El poder es una tentación, no para todos, pero sí para muchos, los suficientes. En el pasado, el poder casi absoluto concentrado en el característico presidencialismo mexicano fue sujeto de la más inquisitiva crítica, particularmente por aquellos que se identificaban o por lo menos presumían de izquierdistas.
Hoy, no es fácil identificar la izquierda ni la derecha en la geometría política. Incluso, en un país tan polarizado como el nuestro, en el que, si no eres “fifí” o conservador, eres “chairo” o liberal. Todo parece ser centro e inclinarse hacía un lado u otro dependiendo las intenciones o conveniencia de cada decisión que los institutos o personajes políticos toman.
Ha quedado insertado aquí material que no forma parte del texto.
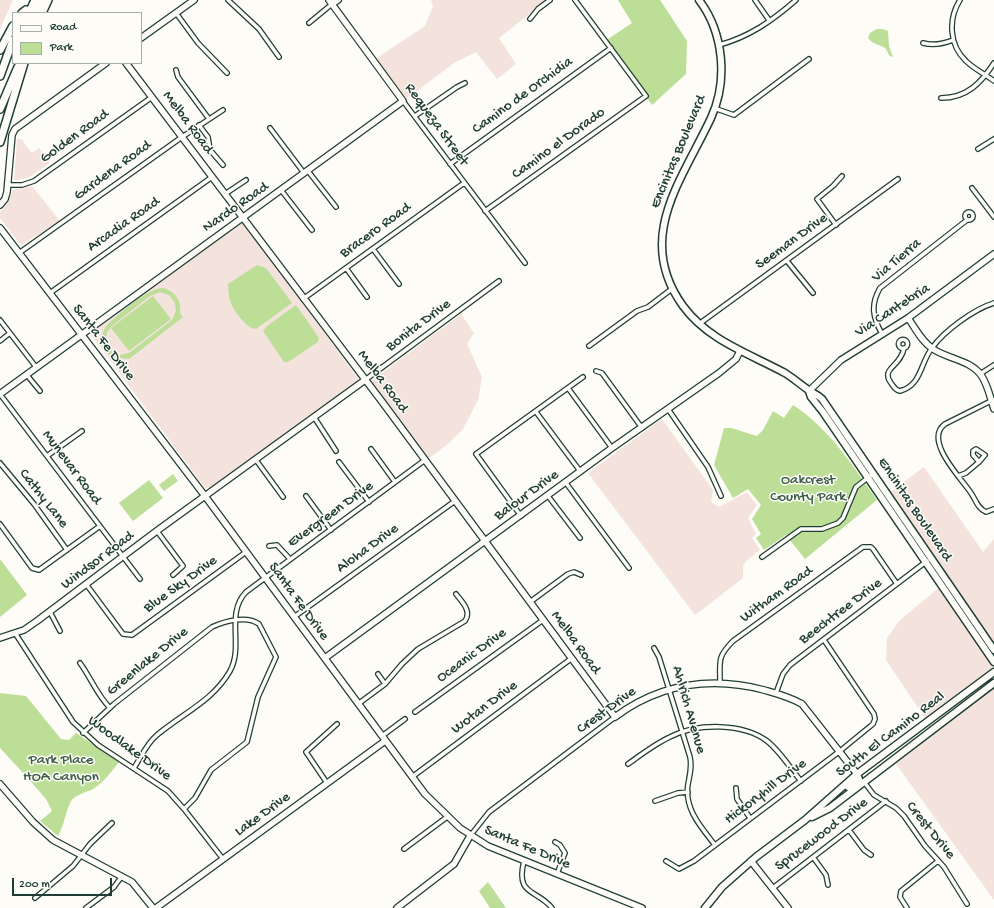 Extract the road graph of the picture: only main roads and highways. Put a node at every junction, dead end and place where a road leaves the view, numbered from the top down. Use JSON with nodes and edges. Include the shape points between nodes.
{"nodes":[{"id":1,"x":30,"y":0,"type":"edge"},
{"id":2,"x":35,"y":0,"type":"edge"},
{"id":3,"x":42,"y":0,"type":"edge"},
{"id":4,"x":48,"y":0,"type":"edge"},
{"id":5,"x":699,"y":0,"type":"edge"},
{"id":6,"x":26,"y":12,"type":"edge"},
{"id":7,"x":36,"y":12,"type":"edge"},
{"id":8,"x":42,"y":12,"type":"edge"},
{"id":9,"x":12,"y":28,"type":"edge"},
{"id":10,"x":11,"y":46,"type":"edge"},
{"id":11,"x":0,"y":50,"type":"edge"},
{"id":12,"x":20,"y":64,"type":"edge"},
{"id":13,"x":24,"y":64,"type":"edge"},
{"id":14,"x":0,"y":76,"type":"edge"},
{"id":15,"x":0,"y":109,"type":"edge"},
{"id":16,"x":0,"y":142,"type":"edge"},
{"id":17,"x":809,"y":391,"type":"junction"},
{"id":18,"x":944,"y":589,"type":"junction"},
{"id":19,"x":965,"y":607,"type":"junction"},
{"id":20,"x":994,"y":650,"type":"edge"},
{"id":21,"x":994,"y":662,"type":"edge"},
{"id":22,"x":994,"y":672,"type":"edge"},
{"id":23,"x":994,"y":682,"type":"edge"},
{"id":24,"x":956,"y":702,"type":"junction"},
{"id":25,"x":940,"y":724,"type":"junction"},
{"id":26,"x":857,"y":774,"type":"junction"},
{"id":27,"x":830,"y":808,"type":"junction"},
{"id":28,"x":805,"y":820,"type":"junction"},
{"id":29,"x":705,"y":908,"type":"edge"}],
"edges":[{"from":1,"to":6,"type":"highway"},
{"from":2,"to":6,"type":"highway"},
{"from":3,"to":7,"type":"highway"},
{"from":4,"to":8,"type":"highway"},
{"from":5,"to":17,"type":"main road","name":"Encinitas Boulevard","via":[[710,19],[719,45],[721,82],[714,108],[675,187],[662,236],[664,258],[673,288],[699,324],[710,334],[786,374]]},
{"from":9,"to":11,"type":"highway"},
{"from":10,"to":14,"type":"highway"},
{"from":12,"to":15,"type":"highway"},
{"from":13,"to":16,"type":"highway"},
{"from":17,"to":18,"type":"main road","name":"Encinitas Boulevard"},
{"from":17,"to":19,"type":"main road","name":"Encinitas Boulevard","via":[[822,399]]},
{"from":18,"to":19,"type":"main road","via":[[948,588]]},
{"from":18,"to":21,"type":"main road","name":"Encinitas Boulevard"},
{"from":19,"to":20,"type":"main road","name":"Encinitas Boulevard"},
{"from":22,"to":24,"type":"main road","name":"South El Camino Real"},
{"from":23,"to":25,"type":"main road","name":"South El Camino Real"},
{"from":24,"to":25,"type":"main road","via":[[940,720]]},
{"from":24,"to":26,"type":"main road","name":"South El Camino Real"},
{"from":25,"to":27,"type":"main road","name":"South El Camino Real"},
{"from":26,"to":27,"type":"main road","via":[[859,779],[840,794]]},
{"from":26,"to":28,"type":"main road","name":"South El Camino Real"},
{"from":27,"to":28,"type":"main road","name":"South El Camino Real"},
{"from":28,"to":29,"type":"main road","name":"South El Camino Real","via":[[751,861],[722,887]]}]} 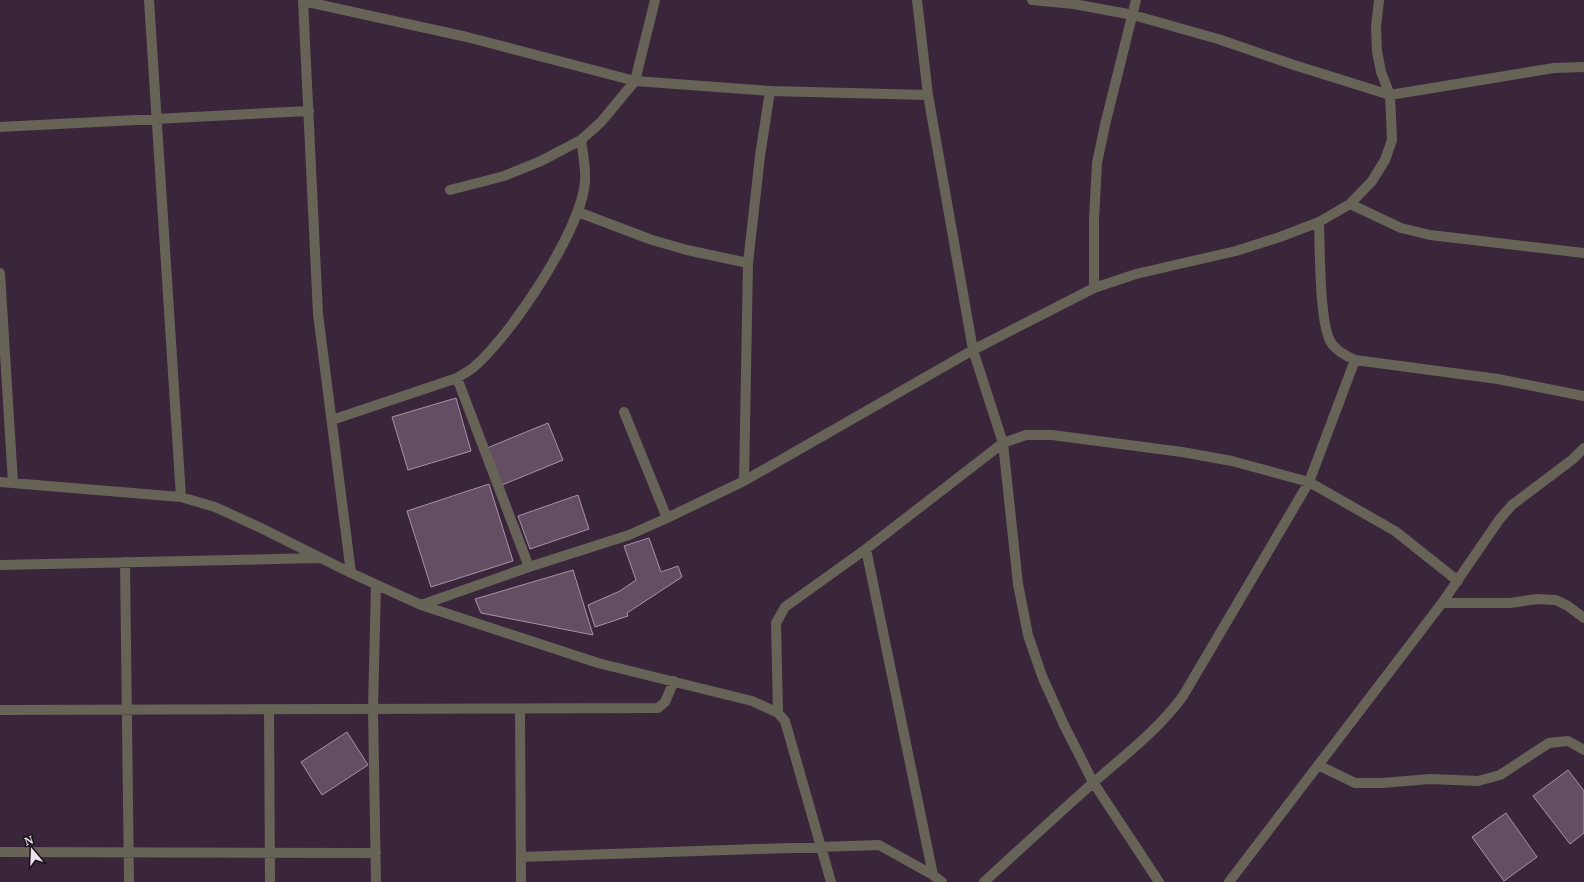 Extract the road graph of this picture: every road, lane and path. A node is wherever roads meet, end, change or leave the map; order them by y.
1 (149, 0) edge
2 (303, 0) edge
3 (655, 0) edge
4 (917, 0) edge
5 (1032, 0) edge
6 (1136, 0) edge
7 (1379, 0) edge
8 (1133, 16) junction
9 (1584, 67) edge
10 (635, 81) junction
11 (770, 91) junction
12 (928, 95) junction
13 (1390, 95) junction
14 (308, 111) junction
15 (157, 119) junction
16 (0, 127) edge
17 (581, 140) junction
18 (450, 190) dead end
19 (1350, 204) junction
20 (578, 212) junction
21 (1319, 222) junction
22 (1584, 253) edge
23 (748, 263) junction
24 (0, 273) edge
25 (1094, 288) junction
26 (972, 350) junction
27 (1355, 360) junction
28 (458, 378) junction
29 (1584, 396) edge
30 (624, 412) dead end
31 (332, 420) junction
32 (1003, 443) junction
33 (1584, 448) edge
34 (744, 481) junction
35 (0, 482) edge
36 (1309, 482) junction
37 (13, 483) junction
38 (181, 497) junction
39 (667, 518) junction
40 (866, 549) junction
41 (322, 558) junction
42 (125, 562) junction
43 (0, 565) edge
44 (529, 567) junction
45 (351, 573) junction
46 (1458, 581) junction
47 (376, 585) junction
48 (1442, 603) junction
49 (421, 606) junction
50 (1584, 618) edge
51 (674, 681) junction
52 (269, 709) junction
53 (373, 709) junction
54 (520, 709) junction
55 (0, 710) edge
56 (127, 710) junction
57 (778, 712) junction
58 (1584, 750) edge
59 (1318, 766) junction
60 (1094, 782) junction
61 (821, 847) junction
62 (0, 852) edge
63 (128, 852) junction
64 (270, 853) junction
65 (376, 853) junction
66 (521, 857) junction
67 (933, 875) junction
68 (128, 882) edge
69 (270, 882) edge
70 (376, 882) edge
71 (521, 882) edge
72 (831, 882) edge
73 (942, 882) edge
74 (984, 882) edge
75 (1159, 882) edge
76 (1229, 882) edge

1 - 15 street
2 - 10 street
2 - 14 street
3 - 10 street
4 - 12 street
5 - 8 street
6 - 8 street
7 - 13 street
8 - 13 street
8 - 25 street
9 - 13 street
10 - 11 street
10 - 17 street
11 - 12 street
11 - 23 street
12 - 26 street
13 - 19 street
14 - 15 street
14 - 31 street
15 - 16 street
15 - 38 street
17 - 18 street
17 - 20 street
19 - 21 street
19 - 22 street
20 - 23 street
20 - 28 street
21 - 25 street
21 - 27 street
23 - 34 street
24 - 37 street
25 - 26 street
26 - 32 street
26 - 34 street
27 - 29 street
27 - 36 street
28 - 31 street
28 - 44 street
30 - 39 street
31 - 45 street
32 - 36 street
32 - 40 street
32 - 60 street
33 - 46 street
34 - 39 street
35 - 37 street
36 - 46 street
36 - 60 street
37 - 38 street
38 - 41 street
39 - 44 street
40 - 57 street
40 - 67 street
41 - 42 street
41 - 45 street
42 - 43 street
42 - 56 street
44 - 49 street
45 - 47 street
46 - 48 street
47 - 49 street
47 - 53 street
48 - 50 street
48 - 59 street
49 - 51 street
51 - 54 street
51 - 57 street
52 - 53 street
52 - 56 street
52 - 64 street
53 - 54 street
53 - 65 street
54 - 66 street
55 - 56 street
56 - 63 street
57 - 61 street
58 - 59 street
59 - 76 street
60 - 74 street
60 - 75 street
61 - 66 street
61 - 67 street
61 - 72 street
62 - 63 street
63 - 64 street
63 - 68 street
64 - 65 street
64 - 69 street
65 - 70 street
66 - 71 street
67 - 73 street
Así, en la actualidad somos testigos de que, como diría el presidente Andrés Manuel López Obrador: “La historia se repite. Hay, desde luego, cambios, matices, pero, al final de cuentas, es la lucha de siempre”. Como lo dije antes, en esto sí estoy de acuerdo con el presidente.
Recordemos cómo, durante la década de los 60, 70 y 80, el Gobierno Federal centralizaba todo: el poder, las decisiones, las instituciones, el tiempo, la economía. Basta hacer un poco de memoria para tener presente cómo el presidente en turno decidía hasta el tipo de cambio que se aplicaba entre nuestra moneda y las divisas. El autoritarismo fue tal que, cuando Hugo B. Margáin, secretario de Hacienda y Crédito Público entre 1970 y 1973, le informó al presidente Luis Echeverría que la deuda pública había llegado a su límite, como respuesta, obtuvo su remoción, para luego, en su lugar, colocar a su entrañable amigo de la infancia y amplio desconocedor del sistema financiero mexicano, José López Portillo. No conforme, Luis Echeverría declaró: “ahora sí, las finanzas se controlarán desde Los Pinos”.
Lo anterior fue resultado del mal manejo económico del presidente: triplicó la deuda externa, alentó la inflación, se confrontó permanentemente con el sector empresarial que no se sometía a la autoridad presidencial, cayó el salario mínimo real y desalentó la inversión extranjera. El presidente no dejaba hacer su trabajo a los especialistas, optó por el “amiguismo”, en lugar de la profesionalización de la administración pública. Cientos de millones de pesos se invirtieron en obras improductivas y se destinaron a fondo perdido. Como sucesor, eligió a quien suponía como un perfil dócil, excesivamente leal y con poca experiencia en el sector gubernamental, de tal suerte que administró mal la riqueza que significó abundancia petrolera.
¿Le suena familiar? Han transcurrido casi 50 años desde que Echeverría le entregó la banda presidencial a su amigo “Pepe” López Portillo. Con el ascenso de este último al poder, vino un declive económico con resultados sociales catastróficos. Un personaje muy ilustrado, pero poco apto para gobernar. Por fortuna, contó con la mano izquierda de Jesús Reyes Heroles, quien, como una retribución a la fraudulenta elección presidencial de 1976, decidió impulsar la Reforma Político-Electoral que sentaría las bases para el desarrollo democrático mexicano y el sistema del que hoy gozamos.
A partir de ahí, la evolución de las leyes e instituciones públicas fue constante. Por ello, resulta lamentable que, en pleno siglo XXI, luego de ser beneficiario de ese mismo progreso democrático, el gobierno actual opte por “romper los cauces legales” (AMLO, Fraude: México 2006). Prueba de ello es el adelanto de las actividades electorales de su partido y de sus aliados. Parecería que el presidente no está satisfecho con las cifras que se avizoran para 2024, las cuales, de no ser abrumadoras, representarían una mala evaluación de su gobierno y significarían perder el control absoluto en el Congreso federal. Queda claro que el poder, si no sabe manejarse, aturde, traiciona y corrompe.
Post scriptum: «Si quieres probar el carácter de un hombre, dale poder», Abraham Lincoln.
* El autor es escritor, catedrático, doctor en Derecho Electoral y asociado del Instituto Nacional de Administración Pública (INAP).